Aogami — Blue Paper Steel

Description

Aogami (Blue Paper Steel) is Hitachi's tungsten-alloyed carbon steel reaching HRC 67, used in artisan Japanese razors and heritage cutting tools.

Aogami — Blue Paper Steel

Quick look

  • Hardness window: 62–67 HRC across grades (#2 at 62–64, Super at 63–67).
  • Toughness: Tungsten carbides stiffen the matrix; tougher than Shirogami at comparable hardness.
  • Corrosion profile: NON-stainless. Minimal chromium (0.20–0.50%) provides zero meaningful rust protection.
  • Weight/feel: Slightly denser than Shirogami due to tungsten; still lighter than stainless steels.

Why it matters

Aogami—青紙 (あおがみ), “blue paper”—is Hitachi Metals’ alloyed carbon steel, wrapped in blue paper at the Yasuki Works to distinguish it from the pure-carbon Shirogami (white paper) line. The key difference is tungsten. By adding 1.00–2.50% tungsten (plus small amounts of chromium, molybdenum, and vanadium in the Super grade), Hitachi creates tungsten carbides that anchor the edge matrix and dramatically extend cutting life compared to the pure carbon of Shirogami. This is the sword-to-scissors lineage made real: the same metallurgical principles that gave katana blades their legendary edge retention now serve artisan shear and razor makers.

Composition breakdown

Aogami #2 runs 1.05–1.15% carbon, 0.20–0.50% chromium, and 1.00–1.50% tungsten. The tungsten forms hard, wear-resistant carbides that prop up the edge long after pure carbon would have dulled. Aogami Super pushes every parameter higher: 1.40–1.50% carbon, 2.00–2.50% tungsten, plus 0.30–0.50% molybdenum and 0.30–0.50% vanadium. The Super grade achieves the highest hardness of any Hitachi paper steel—up to 67 HRC—while the molybdenum and vanadium refine the carbide grain for a smoother, more polishable edge than the raw tungsten matrix of #2.

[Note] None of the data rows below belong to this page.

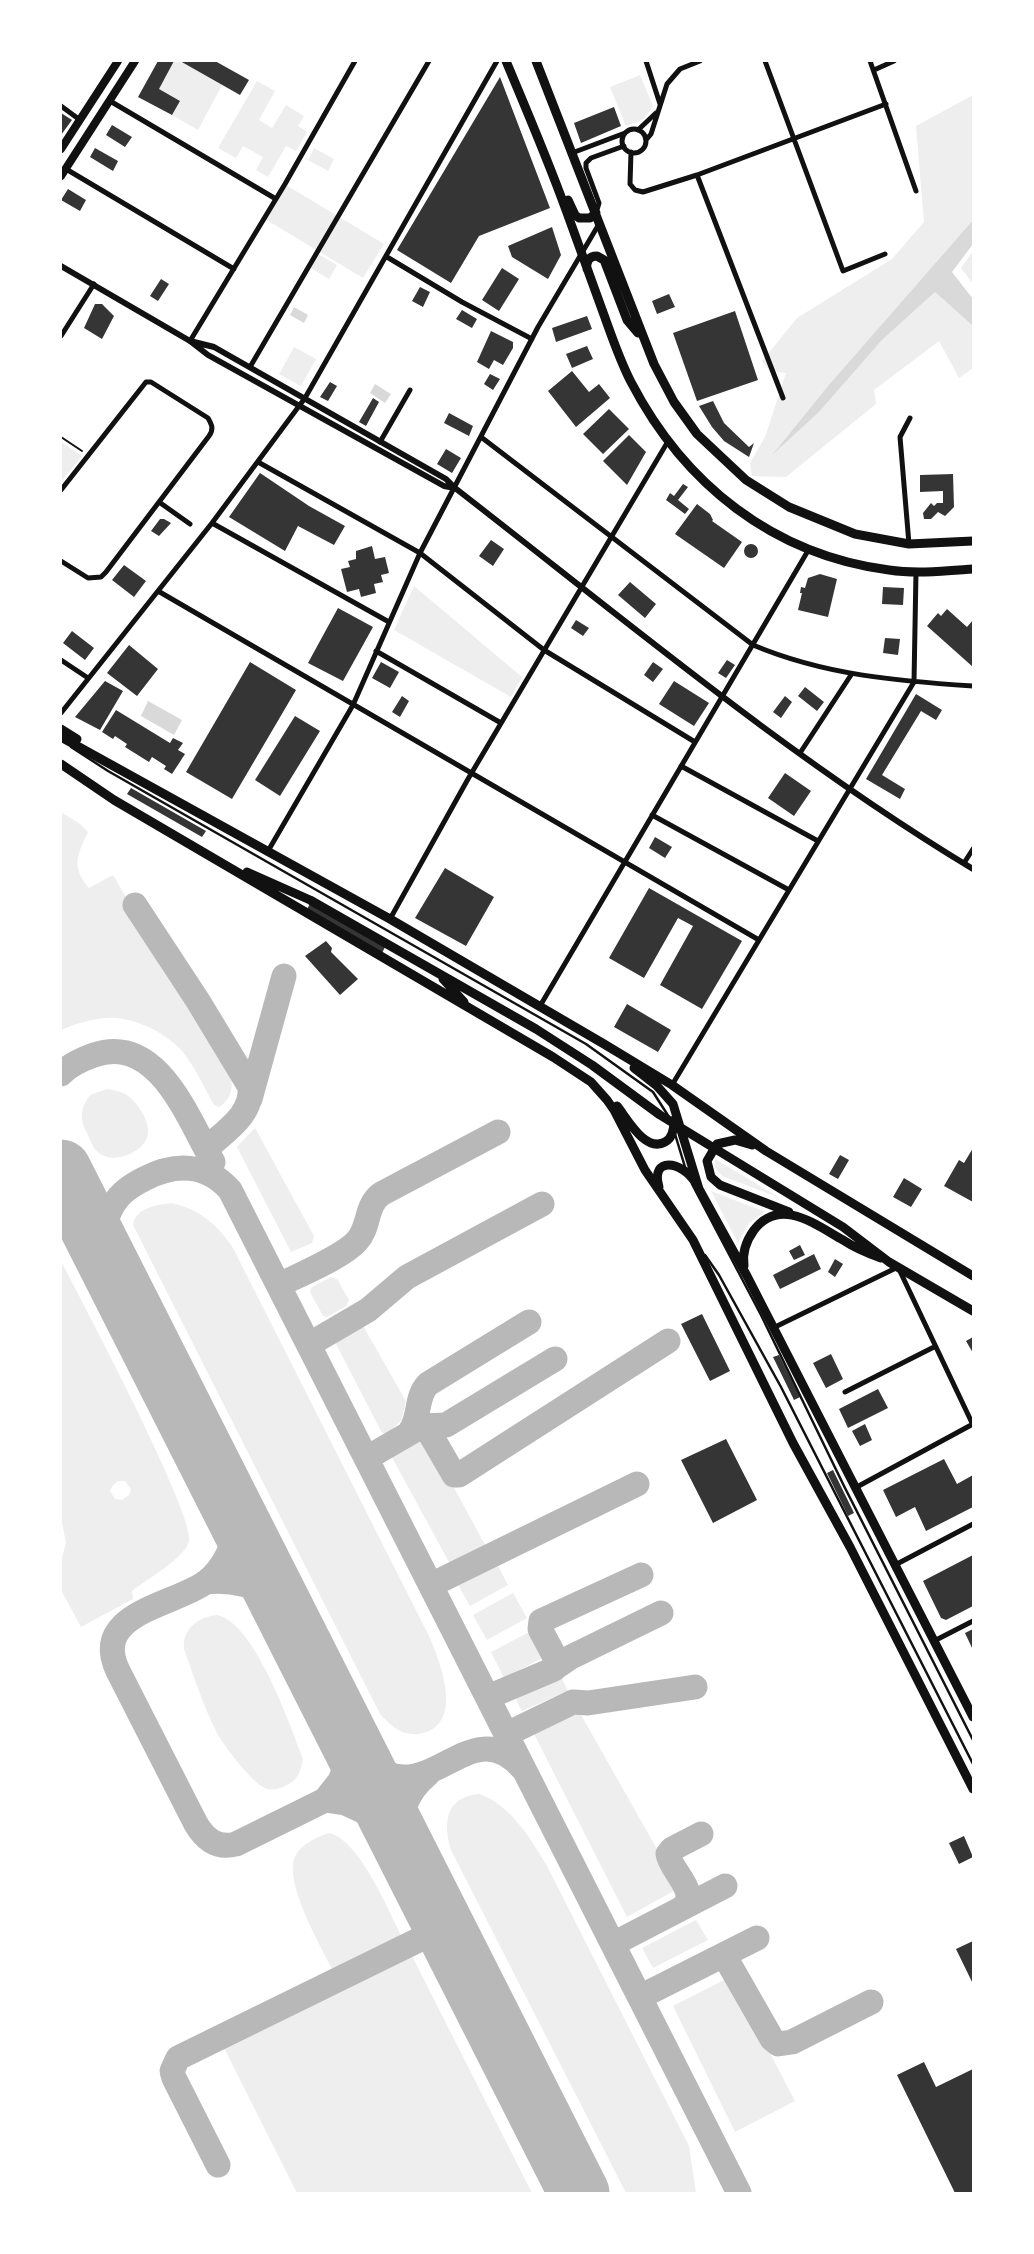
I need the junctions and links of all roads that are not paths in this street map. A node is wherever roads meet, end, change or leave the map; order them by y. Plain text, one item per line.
1 (135, 61) edge
2 (355, 61) edge
3 (429, 61) edge
4 (497, 61) edge
5 (506, 61) edge
6 (536, 61) edge
7 (646, 61) edge
8 (700, 61) edge
9 (765, 61) edge
10 (870, 61) edge
11 (894, 61) edge
12 (114, 63) edge
13 (874, 70) junction
14 (110, 101) junction
15 (660, 104) junction
16 (886, 104) junction
17 (61, 106) edge
18 (656, 113) junction
19 (80, 120) junction
20 (638, 130) junction
21 (626, 133) junction
22 (792, 138) junction
23 (539, 140) junction
24 (646, 140) junction
25 (624, 146) junction
26 (61, 149) edge
27 (631, 152) junction
28 (572, 153) junction
29 (63, 173) edge
30 (697, 175) junction
31 (916, 191) dead end
32 (276, 199) junction
33 (596, 213) junction
34 (600, 222) junction
35 (581, 253) junction
36 (885, 254) dead end
37 (387, 257) junction
38 (61, 266) edge
39 (234, 269) junction
40 (587, 269) junction
41 (94, 284) junction
42 (61, 336) edge
43 (532, 339) junction
44 (644, 339) junction
45 (190, 341) junction
46 (250, 367) junction
47 (410, 390) dead end
48 (305, 398) junction
49 (783, 398) dead end
50 (299, 406) junction
51 (910, 418) dead end
52 (481, 437) junction
53 (380, 442) junction
54 (667, 443) junction
55 (258, 462) junction
56 (454, 488) junction
57 (61, 490) edge
58 (159, 502) junction
59 (212, 523) junction
60 (190, 524) dead end
61 (611, 538) junction
62 (973, 541) edge
63 (909, 544) junction
64 (809, 549) junction
65 (420, 552) junction
66 (61, 561) edge
67 (973, 569) edge
68 (916, 572) junction
69 (582, 586) junction
70 (158, 591) junction
71 (388, 622) junction
72 (753, 645) junction
73 (544, 650) junction
74 (376, 651) junction
75 (61, 660) edge
76 (851, 674) junction
77 (88, 678) junction
78 (914, 682) junction
79 (973, 686) edge
80 (722, 697) junction
81 (353, 705) junction
82 (61, 713) edge
83 (501, 723) junction
84 (61, 728) edge
85 (61, 737) edge
86 (61, 741) edge
87 (695, 742) junction
88 (800, 753) junction
89 (61, 764) edge
90 (113, 764) junction
91 (681, 766) junction
92 (61, 770) edge
93 (472, 773) junction
94 (98, 790) junction
95 (849, 790) junction
96 (652, 814) junction
97 (818, 841) junction
98 (973, 850) edge
99 (268, 851) junction
100 (211, 856) junction
101 (624, 862) junction
102 (964, 863) junction
103 (973, 869) edge
104 (789, 890) junction
105 (390, 919) junction
106 (759, 940) junction
107 (438, 973) junction
108 (540, 1006) junction
109 (469, 1008) junction
110 (604, 1044) junction
111 (591, 1082) junction
112 (672, 1085) junction
113 (664, 1093) junction
114 (674, 1130) junction
115 (766, 1151) junction
116 (687, 1171) junction
117 (699, 1189) junction
118 (660, 1192) junction
119 (804, 1218) junction
120 (693, 1240) junction
121 (889, 1262) junction
122 (898, 1267) junction
123 (748, 1276) junction
124 (973, 1276) edge
125 (973, 1311) edge
126 (773, 1328) junction
127 (934, 1347) junction
128 (845, 1392) dead end
129 (973, 1425) edge
130 (855, 1488) junction
131 (973, 1524) edge
132 (895, 1565) junction
133 (973, 1621) edge
134 (934, 1641) junction
135 (973, 1717) edge
136 (973, 1740) edge
137 (973, 1764) edge
138 (973, 1789) edge

1 - 14 main road
2 - 32 street
3 - 46 street
4 - 37 street
5 - 23 main road
6 - 28 main road
7 - 15 street
8 - 15 street
9 - 22 street
10 - 13 street
11 - 13 street
12 - 19 main road
13 - 16 street
14 - 29 main road
14 - 32 street
15 - 18 street
16 - 22 street
16 - 31 street
17 - 19 street
18 - 20 street
18 - 24 street
19 - 26 main road
20 - 21 street
20 - 24 street
21 - 25 street
21 - 28 street
22 - 30 street
22 - 36 street
23 - 33 main road
23 - 35 main road
24 - 27 street
25 - 27 street
25 - 33 street
27 - 30 street
28 - 33 main road
29 - 39 street
30 - 49 street
32 - 39 street
33 - 34 main road
34 - 35 street
34 - 44 main road
35 - 40 main road
35 - 43 street
37 - 43 street
37 - 48 street
38 - 41 street
39 - 45 street
40 - 44 main road
40 - 54 main road
41 - 42 street
41 - 45 street
43 - 52 street
44 - 63 main road
45 - 46 street
45 - 50 street
46 - 48 street
47 - 53 street
48 - 50 street
48 - 53 street
50 - 55 street
50 - 56 street
51 - 63 street
52 - 56 street
52 - 61 street
53 - 56 street
54 - 61 street
54 - 64 main road
55 - 59 street
55 - 65 street
56 - 65 street
56 - 69 street
57 - 58 street
58 - 60 street
58 - 66 street
59 - 70 street
59 - 71 street
61 - 69 street
61 - 72 street
62 - 63 main road
64 - 68 main road
64 - 72 street
65 - 71 street
65 - 73 street
67 - 68 main road
68 - 78 street
69 - 73 street
69 - 80 street
70 - 77 street
70 - 81 street
71 - 74 street
72 - 76 street
72 - 80 street
73 - 83 street
73 - 87 street
74 - 81 street
74 - 83 street
75 - 77 street
76 - 78 street
76 - 88 street
77 - 82 street
78 - 79 street
78 - 95 street
80 - 87 street
80 - 88 street
81 - 93 street
81 - 99 street
83 - 93 street
84 - 90 main road
85 - 90 main road
86 - 114 lane
87 - 91 street
88 - 95 street
89 - 94 main road
90 - 99 main road
91 - 96 street
91 - 97 street
92 - 94 main road
93 - 101 street
93 - 105 street
94 - 100 main road
95 - 97 street
95 - 102 street
96 - 101 street
96 - 104 street
97 - 104 street
98 - 102 street
99 - 105 main road
100 - 107 main road
100 - 109 main road
101 - 106 street
101 - 108 street
102 - 103 street
104 - 106 street
105 - 108 main road
106 - 112 street
107 - 109 main road
107 - 121 main road
108 - 110 main road
109 - 111 main road
110 - 112 main road
110 - 113 main road
111 - 114 main road
111 - 118 main road
112 - 115 main road
113 - 114 main road
113 - 117 main road
114 - 116 lane
115 - 119 main road
115 - 124 main road
116 - 117 main road
116 - 118 main road
116 - 136 lane
117 - 123 main road
118 - 120 main road
119 - 121 main road
119 - 123 main road
120 - 137 lane
120 - 138 main road
121 - 122 main road
122 - 125 main road
122 - 126 street
122 - 127 street
123 - 126 main road
126 - 130 main road
127 - 128 street
127 - 129 street
129 - 130 street
130 - 132 main road
131 - 132 street
132 - 134 main road
133 - 134 street
134 - 135 main road

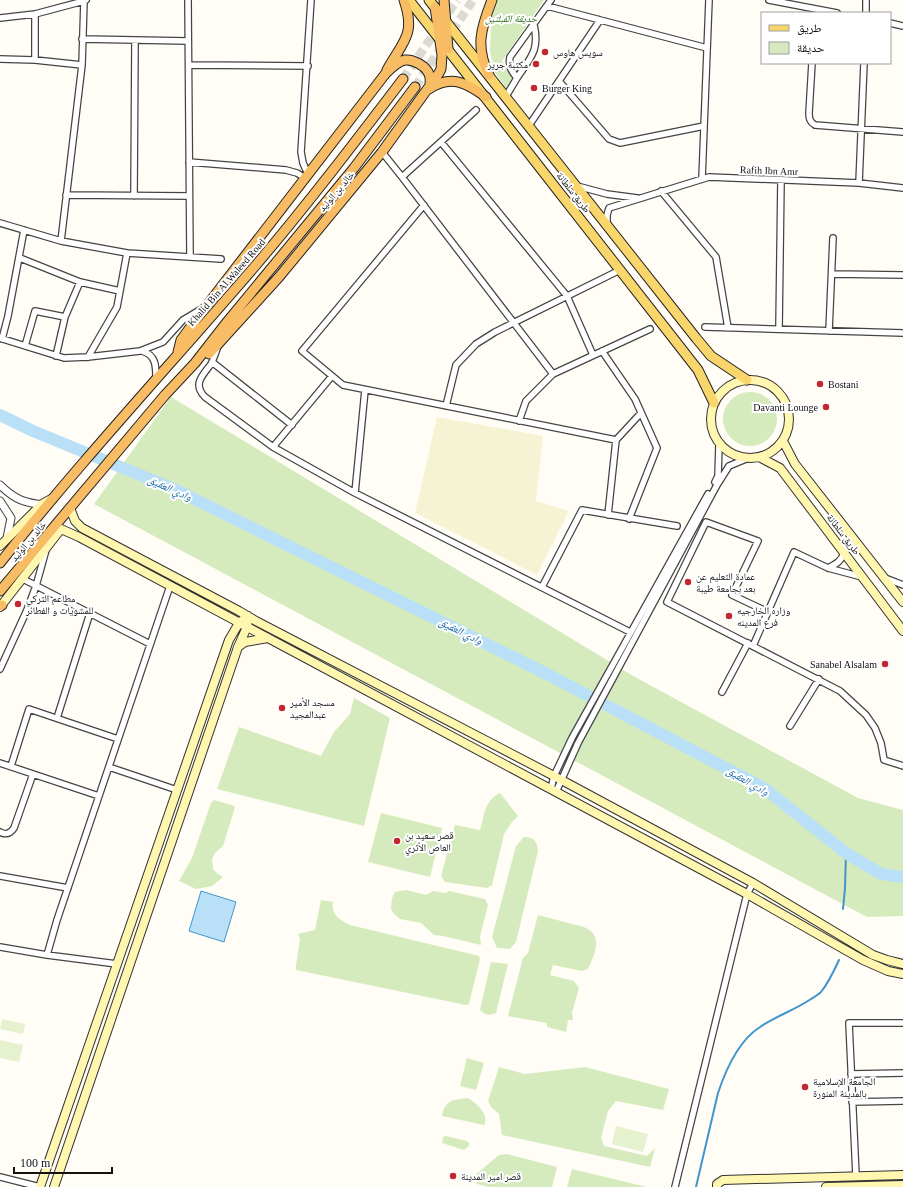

Shear pairing & edge compatibility

  • Artisan kamisori (剃刀) and hand-forged razors: The primary application. Aogami’s tungsten-reinforced edge outlasts Shirogami in professional barber service.
  • Master-class single-blade shears: Extremely rare, handmade tools for experienced professionals who value edge longevity over corrosion convenience.

Technique map

  • Razor cutting and precision feathering where sustained sharpness matters across a full day of clients.
  • Detailed point work and texturizing by artisan stylists who maintain carbon steel discipline.
  • NOT recommended for general salon wet cutting—the non-stainless character demands constant vigilance.

Real-world stress tests

  • Edge retention: Significantly longer than Shirogami. Aogami Super in particular can hold a working razor edge through multiple days of professional barber use before needing a touch-up. The tungsten carbides act as microscopic anchors that resist the abrasive action of hair.
  • Impact/drop resilience: Better than Shirogami but still poor compared to any stainless scissor steel. At 62–67 HRC, chipping on hard impact is expected. The tungsten adds a small measure of fracture resistance.
  • Weight & in-hand feel: Denser than Shirogami (tungsten adds weight) but still lighter than stainless. Kamisori builders appreciate the subtle heft for controlled pressure during shaving strokes.

Maintenance notes

Same carbon steel discipline as Shirogami: dry immediately, oil with camellia oil (椿油/tsubaki-abura) after every session, store in a dry environment away from moisture-trapping cases. The tungsten carbides mean Aogami is slightly harder to sharpen than Shirogami—expect to spend more time on the stones. Use medium-grit Japanese water stones to establish the bevel, then finish on natural stones for the polished apex. Avoid power wheels; the non-stainless matrix is heat-sensitive.

Aogami vs. Shirogami: the perennial debate

White steel purists argue that Shirogami’s unalloyed purity produces the finer apex. Blue steel advocates counter that Aogami’s tungsten carbides deliver 2–3x the edge life with only a marginal sacrifice in absolute sharpness. In practice, the choice maps to working style: barbers who sharpen daily and prize the keenest possible edge gravitate to Shirogami; those who need sustained performance across busy schedules prefer Aogami.

Trade-offs

  • Non-stainless: will rust without immediate and consistent care after every use.
  • Harder to sharpen than Shirogami due to tungsten carbides; requires more time on stones.
  • Virtually unavailable in production scissors—almost exclusively a razor and artisan knife steel.
  • Aogami Super’s extreme hardness (up to 67 HRC) makes it the most chip-prone of the paper steels on impact.